Мир был создан только для них двоих. Они тяжело дышали и двигались в унисон, нежно прикасались друг к другу, как будто поделили пополам жар, огонь и все чудесные ощущения, как будто их сердца и мысли слились воедино. Она забылась в экстазе. К жару, наслаждению и радости примешались абсолютное удовлетворение и опьяняющий покой.

Изысканное удовольствие… Она была ошеломлена, испытав подобную бурю эмоций после стольких лет засухи. Вместе с тем ощущения казались новыми, как будто прежде они не добирались до таких высот. Калли еще ощущала внутри толчки удовольствия, ее тело сотрясалось, и она прижалась к нему, чтобы медленнее остывать. Они оба нежились в тепле и блаженстве, потому что снова были вместе. Когда-то они стремились превзойти друг друга в ласковых словах и обещаниях. Смеясь, они состязались, кто придумает больше ласкательных имен, кто вспомнит самые лучшие стихи, которые можно шептать на ухо возлюбленному. Сейчас они остановились, вспомнив годы, прожитые врозь. Оказалось, что, несмотря ни на что, они немного робеют.

– Значит, в последние годы ты немного времени провел в кабинете за пыльными томами законов? – то ли спросила, то ли заметила Калли, ощупывая пальцами его мощные бицепсы под загорелой, постепенно остывающей кожей. Она провела ладонью по прилипшей к его телу льняной рубашке и сокрушенно покачала головой. – И ты до сих пор не снял проклятую рубашку! – Она надеялась, что он не обидится, поймет, что она шутит.

– Моя жена так соскучилась по мне, что не дала мне времени на всякие мелочи, – довольным тоном протянул он.
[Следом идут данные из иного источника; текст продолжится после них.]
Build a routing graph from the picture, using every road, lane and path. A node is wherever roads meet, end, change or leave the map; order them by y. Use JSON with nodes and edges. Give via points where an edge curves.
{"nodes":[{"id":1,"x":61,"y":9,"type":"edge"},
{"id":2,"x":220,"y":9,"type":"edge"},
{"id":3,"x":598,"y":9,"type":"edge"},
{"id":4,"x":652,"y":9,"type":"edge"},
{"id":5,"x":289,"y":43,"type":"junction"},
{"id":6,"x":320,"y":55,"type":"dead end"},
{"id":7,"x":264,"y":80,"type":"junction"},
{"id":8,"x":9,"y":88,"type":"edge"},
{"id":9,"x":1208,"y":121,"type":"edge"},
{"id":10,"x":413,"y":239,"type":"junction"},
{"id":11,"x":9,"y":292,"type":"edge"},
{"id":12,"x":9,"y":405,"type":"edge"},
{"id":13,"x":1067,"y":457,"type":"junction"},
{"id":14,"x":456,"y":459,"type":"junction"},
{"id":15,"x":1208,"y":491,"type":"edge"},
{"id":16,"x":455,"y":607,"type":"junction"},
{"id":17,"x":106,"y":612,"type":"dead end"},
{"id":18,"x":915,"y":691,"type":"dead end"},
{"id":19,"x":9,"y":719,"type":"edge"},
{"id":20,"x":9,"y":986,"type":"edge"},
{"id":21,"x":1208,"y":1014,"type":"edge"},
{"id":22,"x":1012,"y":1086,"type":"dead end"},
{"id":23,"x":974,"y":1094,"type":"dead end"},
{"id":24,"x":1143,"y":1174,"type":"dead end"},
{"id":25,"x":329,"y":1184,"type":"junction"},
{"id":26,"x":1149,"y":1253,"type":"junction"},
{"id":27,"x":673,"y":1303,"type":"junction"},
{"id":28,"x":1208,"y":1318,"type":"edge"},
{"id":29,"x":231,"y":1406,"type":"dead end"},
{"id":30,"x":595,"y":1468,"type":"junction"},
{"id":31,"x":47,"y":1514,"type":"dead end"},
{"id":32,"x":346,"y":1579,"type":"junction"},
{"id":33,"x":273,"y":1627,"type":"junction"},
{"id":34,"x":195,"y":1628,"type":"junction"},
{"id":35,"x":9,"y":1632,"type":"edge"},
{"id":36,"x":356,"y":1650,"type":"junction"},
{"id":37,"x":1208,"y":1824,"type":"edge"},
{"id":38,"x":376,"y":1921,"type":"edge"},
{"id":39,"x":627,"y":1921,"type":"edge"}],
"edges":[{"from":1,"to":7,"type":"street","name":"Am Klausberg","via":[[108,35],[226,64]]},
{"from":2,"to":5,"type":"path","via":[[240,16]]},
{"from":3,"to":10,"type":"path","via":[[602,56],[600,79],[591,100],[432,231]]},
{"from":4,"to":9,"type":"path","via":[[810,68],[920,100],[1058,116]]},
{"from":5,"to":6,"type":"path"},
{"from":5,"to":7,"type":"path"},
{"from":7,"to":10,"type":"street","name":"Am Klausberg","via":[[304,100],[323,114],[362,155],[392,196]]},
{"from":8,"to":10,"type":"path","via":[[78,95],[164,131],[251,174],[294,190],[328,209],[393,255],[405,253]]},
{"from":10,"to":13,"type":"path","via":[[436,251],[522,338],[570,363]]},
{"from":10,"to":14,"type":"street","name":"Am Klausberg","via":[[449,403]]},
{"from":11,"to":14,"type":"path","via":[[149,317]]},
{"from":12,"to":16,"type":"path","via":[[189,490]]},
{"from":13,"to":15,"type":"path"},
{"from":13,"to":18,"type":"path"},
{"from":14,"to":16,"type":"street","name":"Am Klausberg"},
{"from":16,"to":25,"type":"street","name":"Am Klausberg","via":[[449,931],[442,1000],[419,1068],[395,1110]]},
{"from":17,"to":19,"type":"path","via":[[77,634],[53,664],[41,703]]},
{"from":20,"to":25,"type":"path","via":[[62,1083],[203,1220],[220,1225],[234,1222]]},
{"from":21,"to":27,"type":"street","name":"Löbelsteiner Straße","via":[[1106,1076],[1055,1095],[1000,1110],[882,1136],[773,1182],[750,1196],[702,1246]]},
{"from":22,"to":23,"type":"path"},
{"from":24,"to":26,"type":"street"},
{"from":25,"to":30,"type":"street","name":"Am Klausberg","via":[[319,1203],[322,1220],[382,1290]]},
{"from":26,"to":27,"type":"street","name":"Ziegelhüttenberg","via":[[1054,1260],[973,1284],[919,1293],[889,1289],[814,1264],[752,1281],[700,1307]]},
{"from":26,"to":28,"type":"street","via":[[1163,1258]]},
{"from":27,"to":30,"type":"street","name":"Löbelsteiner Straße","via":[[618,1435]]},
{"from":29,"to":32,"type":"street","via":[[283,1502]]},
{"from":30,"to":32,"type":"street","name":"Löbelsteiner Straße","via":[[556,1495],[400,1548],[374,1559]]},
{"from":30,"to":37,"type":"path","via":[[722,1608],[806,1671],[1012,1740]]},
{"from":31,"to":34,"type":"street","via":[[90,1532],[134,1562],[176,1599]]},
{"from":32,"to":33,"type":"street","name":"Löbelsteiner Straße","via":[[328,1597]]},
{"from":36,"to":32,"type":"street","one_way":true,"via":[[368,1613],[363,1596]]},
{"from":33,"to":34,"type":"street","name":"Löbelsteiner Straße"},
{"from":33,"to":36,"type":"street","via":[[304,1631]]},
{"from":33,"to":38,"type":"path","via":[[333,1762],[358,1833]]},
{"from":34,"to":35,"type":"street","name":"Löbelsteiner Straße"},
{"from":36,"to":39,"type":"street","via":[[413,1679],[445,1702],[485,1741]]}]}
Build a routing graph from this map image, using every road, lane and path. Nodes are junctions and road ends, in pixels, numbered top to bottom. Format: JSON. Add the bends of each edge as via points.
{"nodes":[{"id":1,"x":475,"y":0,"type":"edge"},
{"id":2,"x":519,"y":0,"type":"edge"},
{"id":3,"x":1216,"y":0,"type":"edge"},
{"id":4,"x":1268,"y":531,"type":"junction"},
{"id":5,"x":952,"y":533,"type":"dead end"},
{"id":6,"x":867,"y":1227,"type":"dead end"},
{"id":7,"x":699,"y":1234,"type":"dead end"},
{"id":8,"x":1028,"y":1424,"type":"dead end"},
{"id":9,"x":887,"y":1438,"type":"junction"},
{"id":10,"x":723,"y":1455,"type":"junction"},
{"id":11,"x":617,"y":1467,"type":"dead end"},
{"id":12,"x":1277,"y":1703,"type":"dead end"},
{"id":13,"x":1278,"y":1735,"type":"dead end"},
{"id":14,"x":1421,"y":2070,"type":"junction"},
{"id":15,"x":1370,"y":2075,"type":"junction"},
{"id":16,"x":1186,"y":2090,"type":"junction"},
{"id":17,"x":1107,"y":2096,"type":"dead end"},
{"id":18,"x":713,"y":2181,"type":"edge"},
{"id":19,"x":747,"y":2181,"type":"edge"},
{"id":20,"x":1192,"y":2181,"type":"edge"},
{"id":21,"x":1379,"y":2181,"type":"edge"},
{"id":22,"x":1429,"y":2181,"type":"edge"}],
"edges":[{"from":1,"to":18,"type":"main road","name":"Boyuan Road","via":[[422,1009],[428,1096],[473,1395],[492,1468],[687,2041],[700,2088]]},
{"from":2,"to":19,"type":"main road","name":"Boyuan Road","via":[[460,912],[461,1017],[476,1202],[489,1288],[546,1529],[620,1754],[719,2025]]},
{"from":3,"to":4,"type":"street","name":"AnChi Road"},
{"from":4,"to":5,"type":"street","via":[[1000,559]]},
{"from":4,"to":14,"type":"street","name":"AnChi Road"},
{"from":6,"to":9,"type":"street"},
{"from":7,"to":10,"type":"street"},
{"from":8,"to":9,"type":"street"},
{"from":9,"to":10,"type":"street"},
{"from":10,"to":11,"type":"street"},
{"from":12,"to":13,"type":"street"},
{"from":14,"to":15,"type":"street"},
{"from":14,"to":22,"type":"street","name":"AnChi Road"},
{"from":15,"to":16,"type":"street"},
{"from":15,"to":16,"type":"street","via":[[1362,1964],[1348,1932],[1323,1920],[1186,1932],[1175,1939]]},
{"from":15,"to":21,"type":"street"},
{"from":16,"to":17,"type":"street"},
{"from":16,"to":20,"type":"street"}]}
– Твоей жене кажется, что ей пора осмотреть тело, которым ты так гордишься, во всех подробностях, – торжественно произнесла она и сдернула рубашку, затем села на него верхом и залюбовалась им.

– Теперь твой муж может глазеть и глазеть на голую жену много часов без конца, если только она ему позволит, – хрипло ответил он, стараясь распутать свой галстук.

– Так как сейчас разгар лета и лежать голышом не холодно, я с тобой вполне согласна, – ответила она с самодовольной улыбкой, радуясь, что лежит с ним на этой широкой кровати и впереди у них долгие часы, когда они будут смотреть друг на друга, ощущать друг друга, трогать друг друга и упиваться друг другом хоть до конца дня.

– Может быть, и нет, – хрипло ответил он, и она рассмеялась, видя, как он снова возбудился только из-за того, что смотрел на нее. Простыня над его мужским достоинством поднялась, хотя еще несколько секунд назад оба готовы были ручаться, что такое невозможно.

– В конце концов, мы ведь женаты, – вызывающе сказала она, поняв, что долгие годы одинокого самоотречения делают женщину куда откровеннее в выражении ее самых интимных желаний, чем в семнадцать лет.

– Да, женаты, но кто позволил тебе выставлять себя напоказ и соблазнять меня, подобно гурии? – поддразнил он, приподнимаясь на локте, чтобы воспользоваться ее приглашением и рассматривать каждый изгиб ее тела.

Калл и наслаждалась его жадным вниманием: она снова любима после стольких лет, которые она провела в одиночестве и застегнутой на все пуговицы. Чтобы забыть о том, что его нет рядом на ее узкой кровати, забыть об огромной пустоте в ее сердце, она иногда садилась писать за полночь.